------ Information ------

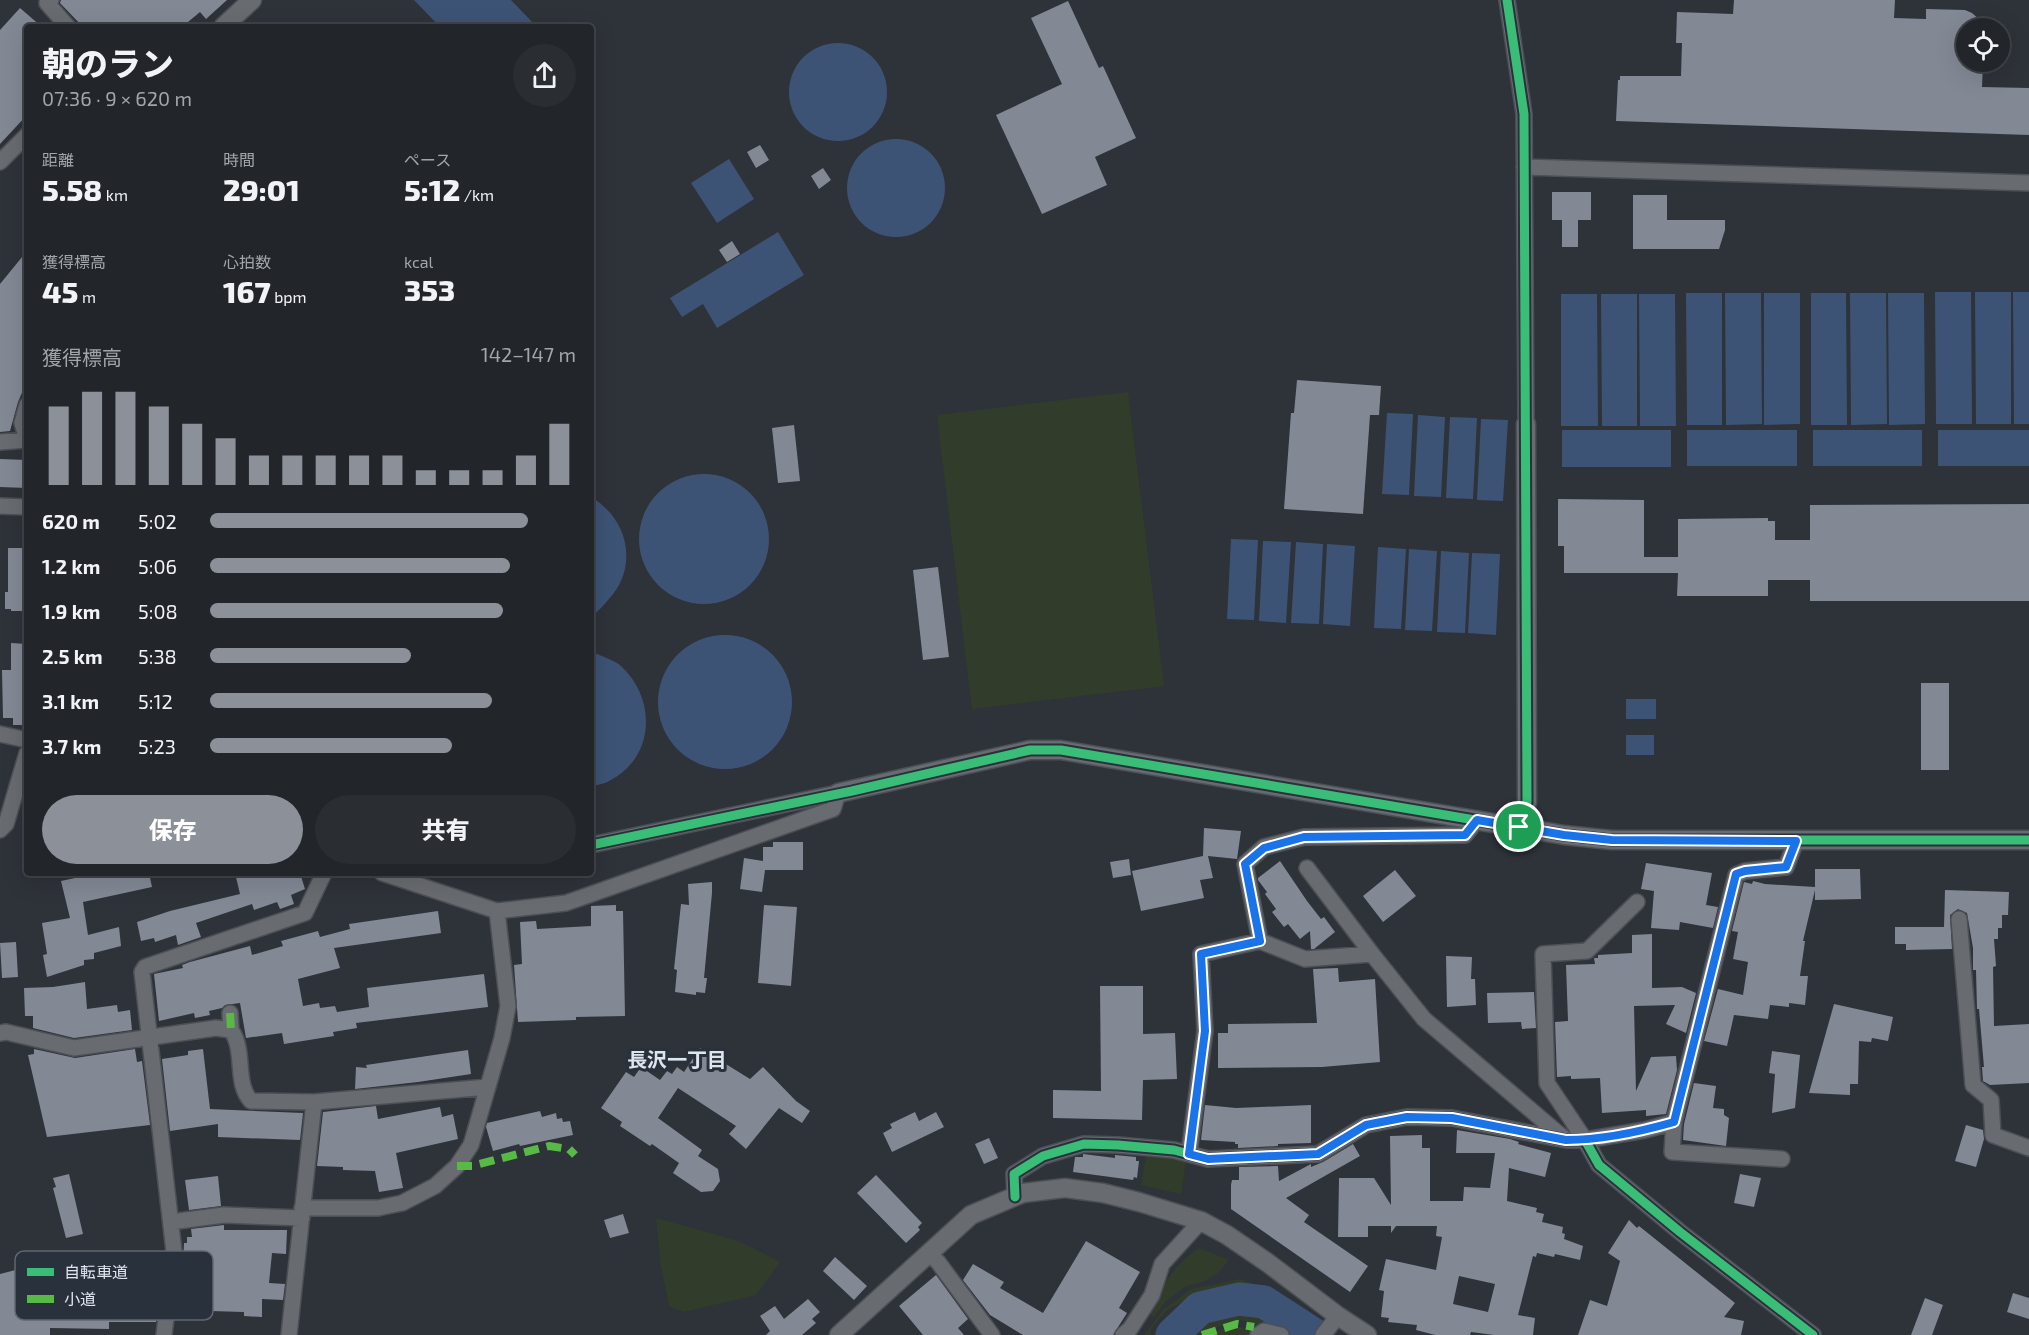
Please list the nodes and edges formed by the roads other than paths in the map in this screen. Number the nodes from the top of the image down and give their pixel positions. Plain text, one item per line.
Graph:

------
------ Information ------

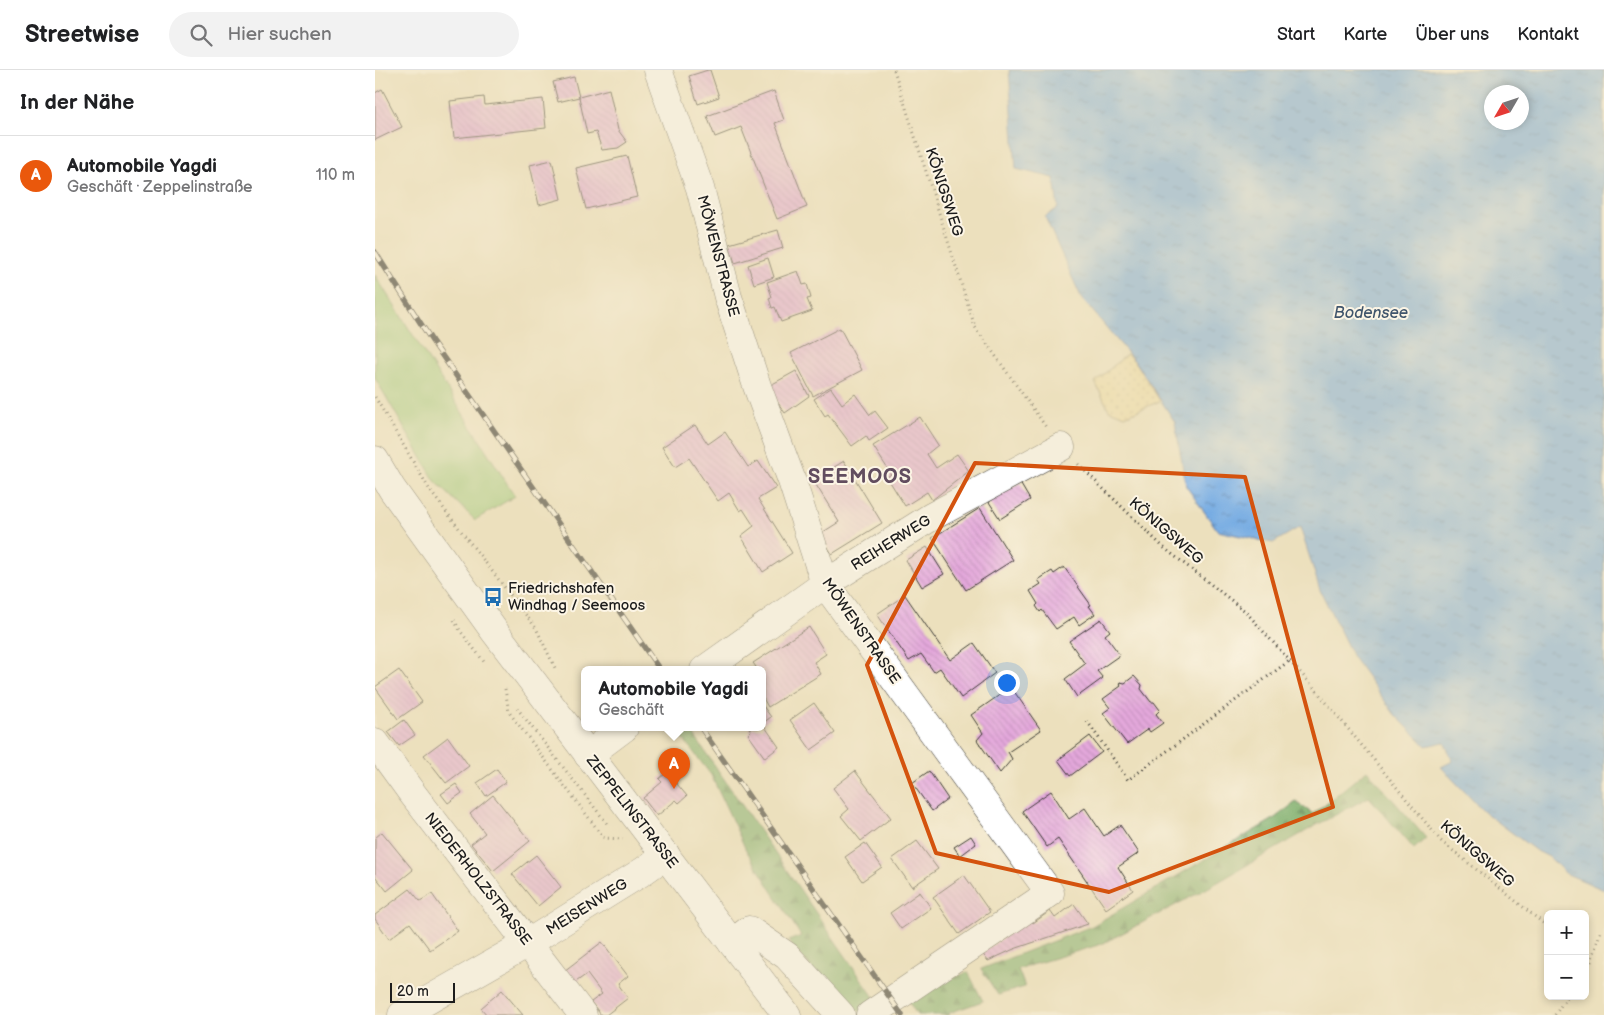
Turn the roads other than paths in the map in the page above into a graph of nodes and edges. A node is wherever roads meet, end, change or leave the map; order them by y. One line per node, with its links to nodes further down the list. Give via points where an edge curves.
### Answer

------

### Problem
Only lines holding the word "down" belong in the answer; copy all of them from the records.

### Reply
Please list the nodes and edges formed by the roads other than paths in the map in this screen. Number the nodes from the top of the image down and give their pixel positions. Plain text, one item per line.
Turn the roads other than paths in the map in the page above into a graph of nodes and edges. A node is wherever roads meet, end, change or leave the map; order them by y. One line per node, with its links to nodes further down the list. Give via points where an edge curves.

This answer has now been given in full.